I have been preaching the importance of metadata as MerlinOne’s application support manager for some time. It is a common theme in my blogs.
Well, recently, I had a chance to use my own advice. For those of you that know me, I am a former photojournalist, and I still take pictures for my own pleasure. I live in Utah, a very photo-worthy state, and whenever I have time, I grab my cameras and head off to photograph Utah’s magnificent landscapes.
As I re-immersed myself in making photographs, I joined a local photo club the Salt Lake Print Society, and I have tried to force myself to get out there and have my content judged by others.
So, on a recent Saturday morning near the end of August, I had to ask my wife the date. I realized that the deadline for the Utah State Fair photography competition was that very day. I had let it slip my mind, thinking all along, the end of August was still weeks away.
Well, I have to tell you, metadata made it possible for me to enter the contest that day, and in fact, I entered it with hours to spare, and still had time to enjoy my Saturday.It was about 10 AM that morning when I realized my deadline issue, this only 30 minutes or so after I remarked to my wife, that I was looking forward to a nice, relaxed weekend with nothing planned. We don’t have many of those.
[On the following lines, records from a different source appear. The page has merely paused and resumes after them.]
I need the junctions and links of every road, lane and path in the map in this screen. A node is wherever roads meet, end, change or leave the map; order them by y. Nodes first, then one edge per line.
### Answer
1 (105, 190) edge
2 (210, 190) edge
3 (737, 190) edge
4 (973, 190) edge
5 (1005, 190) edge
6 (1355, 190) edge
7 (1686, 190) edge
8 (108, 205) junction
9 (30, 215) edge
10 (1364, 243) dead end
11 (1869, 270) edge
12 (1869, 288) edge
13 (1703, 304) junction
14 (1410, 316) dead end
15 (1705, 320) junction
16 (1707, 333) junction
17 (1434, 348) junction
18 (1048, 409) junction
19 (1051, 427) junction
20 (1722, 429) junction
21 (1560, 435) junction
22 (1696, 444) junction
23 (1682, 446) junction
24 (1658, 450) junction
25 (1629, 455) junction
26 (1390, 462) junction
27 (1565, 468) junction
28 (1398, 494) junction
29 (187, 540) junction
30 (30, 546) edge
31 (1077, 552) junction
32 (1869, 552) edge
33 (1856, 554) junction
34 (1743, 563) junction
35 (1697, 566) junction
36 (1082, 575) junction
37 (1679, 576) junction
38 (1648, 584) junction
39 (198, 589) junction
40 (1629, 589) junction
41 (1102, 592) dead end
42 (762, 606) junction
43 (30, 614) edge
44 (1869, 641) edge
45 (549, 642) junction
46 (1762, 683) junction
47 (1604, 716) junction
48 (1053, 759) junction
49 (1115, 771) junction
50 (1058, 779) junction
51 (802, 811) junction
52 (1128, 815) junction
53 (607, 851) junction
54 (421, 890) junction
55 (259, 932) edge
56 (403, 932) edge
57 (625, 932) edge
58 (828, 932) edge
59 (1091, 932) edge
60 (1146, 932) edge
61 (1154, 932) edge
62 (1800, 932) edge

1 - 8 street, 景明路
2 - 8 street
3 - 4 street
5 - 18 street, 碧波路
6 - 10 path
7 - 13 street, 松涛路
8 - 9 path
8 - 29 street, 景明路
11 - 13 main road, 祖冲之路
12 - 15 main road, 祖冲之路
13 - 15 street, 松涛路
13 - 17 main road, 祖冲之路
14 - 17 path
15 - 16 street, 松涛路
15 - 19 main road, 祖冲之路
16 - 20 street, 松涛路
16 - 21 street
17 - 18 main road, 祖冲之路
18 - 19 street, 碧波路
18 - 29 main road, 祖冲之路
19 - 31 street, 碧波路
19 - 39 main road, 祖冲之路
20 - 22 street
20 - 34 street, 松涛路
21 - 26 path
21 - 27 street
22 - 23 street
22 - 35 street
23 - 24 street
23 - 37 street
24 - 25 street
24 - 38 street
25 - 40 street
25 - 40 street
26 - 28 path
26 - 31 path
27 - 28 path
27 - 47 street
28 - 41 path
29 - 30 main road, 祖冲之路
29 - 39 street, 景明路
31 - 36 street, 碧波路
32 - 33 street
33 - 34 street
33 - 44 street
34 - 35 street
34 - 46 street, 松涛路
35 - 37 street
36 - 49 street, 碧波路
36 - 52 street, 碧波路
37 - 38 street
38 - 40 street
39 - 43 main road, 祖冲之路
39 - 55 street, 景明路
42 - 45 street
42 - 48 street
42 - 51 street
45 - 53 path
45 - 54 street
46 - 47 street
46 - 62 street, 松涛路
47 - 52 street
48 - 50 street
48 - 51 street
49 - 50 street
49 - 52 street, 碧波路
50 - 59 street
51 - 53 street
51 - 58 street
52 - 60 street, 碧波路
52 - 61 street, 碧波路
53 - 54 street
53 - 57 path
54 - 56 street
Then, my realization…deadline…today…I haven’t even thought about the contest that I had wanted to enter.
So it was here that my workflow took over. I was able to search through my photo collection, which is a modest 2 TB, for the photos I wanted to look at for constest submission.
The contest has rules, pictures must have been shot within a certain time frame, easy to narrow that down, camera create date, and then I was able to search for content I had tagged as “completed”…my terminology for items that had been processed in Photoshop, and were printer ready.
I was able to quickly find my “completed” images from the last year, pick three, and send them to my printer. While I was waiting for them to print, I called the person that does framing for me and asked him to fire up his dry mount press. I then also printed entry forms to my other printer, and got dressed (I know, too much information). Once done printing, I snagged the three prints from the printer, drove to the frame shop (here is my plug for Right Angle Framing in Park City, because they do a great job) and waited while Ed mounted my 13×17-inch prints to foam core board.
Then, it was off to Salt Lake City to deliver them to the State Fair grounds.
I was home by one in the afternoon, and was able to slip back into weekend-I have nothing planned-mode.
I could not have done this without metadata and a workflow that includes adding captions and tags to photographs at the front-end of the workflow.
So metadata and digital asset management really do matter. It saved my weekend.
Oh, I took home two ribbons.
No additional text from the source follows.